Voices is an ephemeral, fey little film wavering on the border between memory and metaphysics. Sam Franks (Memento's Guy Pearce) is a morose psychology professor heading home to bury his father. Chiseled looks blunted by an unflattering goatee and a cap of hedgehog-colored hair, the usually arresting Pearce plays Sam as an emotionally impacted mess with less personality than a head of cabbage. When the dangerously unkempt Ruby (Bonham Carter) gives him the eye on the train, Sam responds by dropping his book. Shortly afterward he's fishing her bedraggled, amnesiac self from the river. What else can he do but take her home?

Little more than a slight and silvery ghost story, Voices nevertheless has some lovely flashbacks to young Sam's riverside dalliances with his first love, Silvy (the teens are beautifully played by Lindley Joyner and Brooke Harman). But writer/director Michael Petroni is much too fond of Significant Moments (as his leaden scripts for the TV series "Miracles" attest), and Voices creaks with pretentious images of birthed calves and dead birds, flapping moths and firefly-laden trees. As the film's preposterousness increases, so does its energy; but as you watch Bonham Carter slurp at a jar of preserved cherries, hair spiking in fashionably gummed-up clusters, be prepared to wince. Some women just look better in a corset.

Anger Management 's a

mammoth mess

In the hands of a mediocre director, frat-boy darling Adam Sandler is merely a recognizable comic prop, a passive-aggressive man-child around whom more accomplished actors are free to make fools of themselves. But, as we saw in last year's Punch-Drunk Love, in the hands of a director like Paul Thomas Anderson, Sandler's natural inner rage can become an incandescent commentary on the proximity of chaos.

To call Anger Management director Peter (Tommy Boy) Segal mediocre would be something of a kindness. A mess of this magnitude requires a level of incompetence not seen since a terminally ill Winona Rider smooched a wooden Richard Gere in Autumn in New York. And it's not just the endless stunt cameos--Bobby Knight, John McEnroe, Derek Jeter--or the hoary, corn-encrusted ending. It's the shameless waste of a great premise and a writer (David Dorfman) whose talent for surreal humor is painfully under-used.

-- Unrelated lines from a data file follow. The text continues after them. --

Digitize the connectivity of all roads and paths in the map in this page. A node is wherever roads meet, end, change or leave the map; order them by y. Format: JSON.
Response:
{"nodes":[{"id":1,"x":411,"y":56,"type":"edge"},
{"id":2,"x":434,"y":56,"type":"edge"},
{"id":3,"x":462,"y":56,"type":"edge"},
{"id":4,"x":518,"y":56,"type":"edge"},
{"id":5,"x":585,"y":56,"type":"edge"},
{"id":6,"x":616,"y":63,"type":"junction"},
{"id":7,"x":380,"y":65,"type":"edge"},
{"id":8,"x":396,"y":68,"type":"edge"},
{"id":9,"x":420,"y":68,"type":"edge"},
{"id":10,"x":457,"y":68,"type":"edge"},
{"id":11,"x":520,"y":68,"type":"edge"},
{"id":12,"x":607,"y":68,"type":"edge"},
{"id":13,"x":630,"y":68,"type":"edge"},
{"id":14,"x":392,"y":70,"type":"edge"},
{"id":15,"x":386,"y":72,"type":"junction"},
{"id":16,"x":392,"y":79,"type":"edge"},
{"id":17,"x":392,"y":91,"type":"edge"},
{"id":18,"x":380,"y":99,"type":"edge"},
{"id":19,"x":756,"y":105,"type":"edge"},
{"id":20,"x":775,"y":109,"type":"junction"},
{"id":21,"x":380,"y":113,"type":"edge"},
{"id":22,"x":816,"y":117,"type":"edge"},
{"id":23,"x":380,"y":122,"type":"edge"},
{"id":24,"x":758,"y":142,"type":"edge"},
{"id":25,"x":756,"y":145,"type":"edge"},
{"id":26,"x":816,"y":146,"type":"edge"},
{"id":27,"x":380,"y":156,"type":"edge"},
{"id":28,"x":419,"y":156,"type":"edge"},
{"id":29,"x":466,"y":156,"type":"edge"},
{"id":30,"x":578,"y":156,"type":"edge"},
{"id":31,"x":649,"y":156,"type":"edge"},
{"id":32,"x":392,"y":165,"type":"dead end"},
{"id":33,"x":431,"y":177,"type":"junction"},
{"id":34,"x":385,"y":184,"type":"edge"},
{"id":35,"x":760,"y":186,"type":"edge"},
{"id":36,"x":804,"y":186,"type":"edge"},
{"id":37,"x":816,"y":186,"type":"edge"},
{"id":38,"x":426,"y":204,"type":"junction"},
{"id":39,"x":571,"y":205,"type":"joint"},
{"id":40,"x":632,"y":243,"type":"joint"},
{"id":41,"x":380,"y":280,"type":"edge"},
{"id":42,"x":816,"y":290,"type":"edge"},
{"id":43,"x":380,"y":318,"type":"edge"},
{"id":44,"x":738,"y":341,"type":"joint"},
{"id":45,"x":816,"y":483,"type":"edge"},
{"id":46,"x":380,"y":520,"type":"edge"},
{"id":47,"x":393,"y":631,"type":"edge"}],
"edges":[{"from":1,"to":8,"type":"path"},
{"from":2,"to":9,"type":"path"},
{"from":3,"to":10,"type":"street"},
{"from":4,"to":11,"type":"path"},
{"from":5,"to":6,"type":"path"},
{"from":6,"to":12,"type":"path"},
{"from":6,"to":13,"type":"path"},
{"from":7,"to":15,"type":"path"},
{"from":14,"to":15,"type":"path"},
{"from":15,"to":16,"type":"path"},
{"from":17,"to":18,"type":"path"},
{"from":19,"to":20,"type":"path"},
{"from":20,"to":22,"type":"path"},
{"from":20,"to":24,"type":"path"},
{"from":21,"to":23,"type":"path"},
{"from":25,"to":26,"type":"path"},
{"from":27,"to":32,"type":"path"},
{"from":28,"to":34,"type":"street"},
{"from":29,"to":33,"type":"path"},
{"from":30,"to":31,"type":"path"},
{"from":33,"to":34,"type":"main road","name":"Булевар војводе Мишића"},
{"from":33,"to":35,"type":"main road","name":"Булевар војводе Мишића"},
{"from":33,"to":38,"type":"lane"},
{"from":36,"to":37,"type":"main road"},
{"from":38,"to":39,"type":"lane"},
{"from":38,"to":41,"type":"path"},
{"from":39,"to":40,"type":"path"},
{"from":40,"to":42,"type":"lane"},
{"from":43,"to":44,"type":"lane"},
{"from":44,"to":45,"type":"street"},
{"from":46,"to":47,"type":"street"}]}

Sandler plays Dave Buznik, a repressed designer of hideous outfits for overweight felines (seriously). When an altercation with a stewardess lands him in court, Dave is sentenced to anger therapy with Dr. Buddy Rydell (an Einstein-haired, Talmud-quoting, patently certifiable Jack Nicholson). Buddy moves in with Dave (cue two-men-in-a-bed fart jokes), accompanies him to work (mine-is-bigger-than-yours jokes), and encourages him to release his homophobia--a dreadful scene involving Woody Harrelson in a dress (no joke at all).

As Dave's long-suffering girlfriend, the adorable Marisa Tomei tries gamely to hold her ground in the midst of Buddhist wedgies, West Side Story singalongs and Heather Graham's career suicide. The inclusion of a hammy Rudy Giuliani yelling erotic encouragement to Dave in the middle of Yankee Stadium accomplishes nothing except the loss of the mayor's post-9/11 dignity--the nadir of a script that has completely imploded.

The random snorting heard during the screening I attended proves there is, indeed, an audience for this kind of film. You just wouldn't want to encounter it unarmed.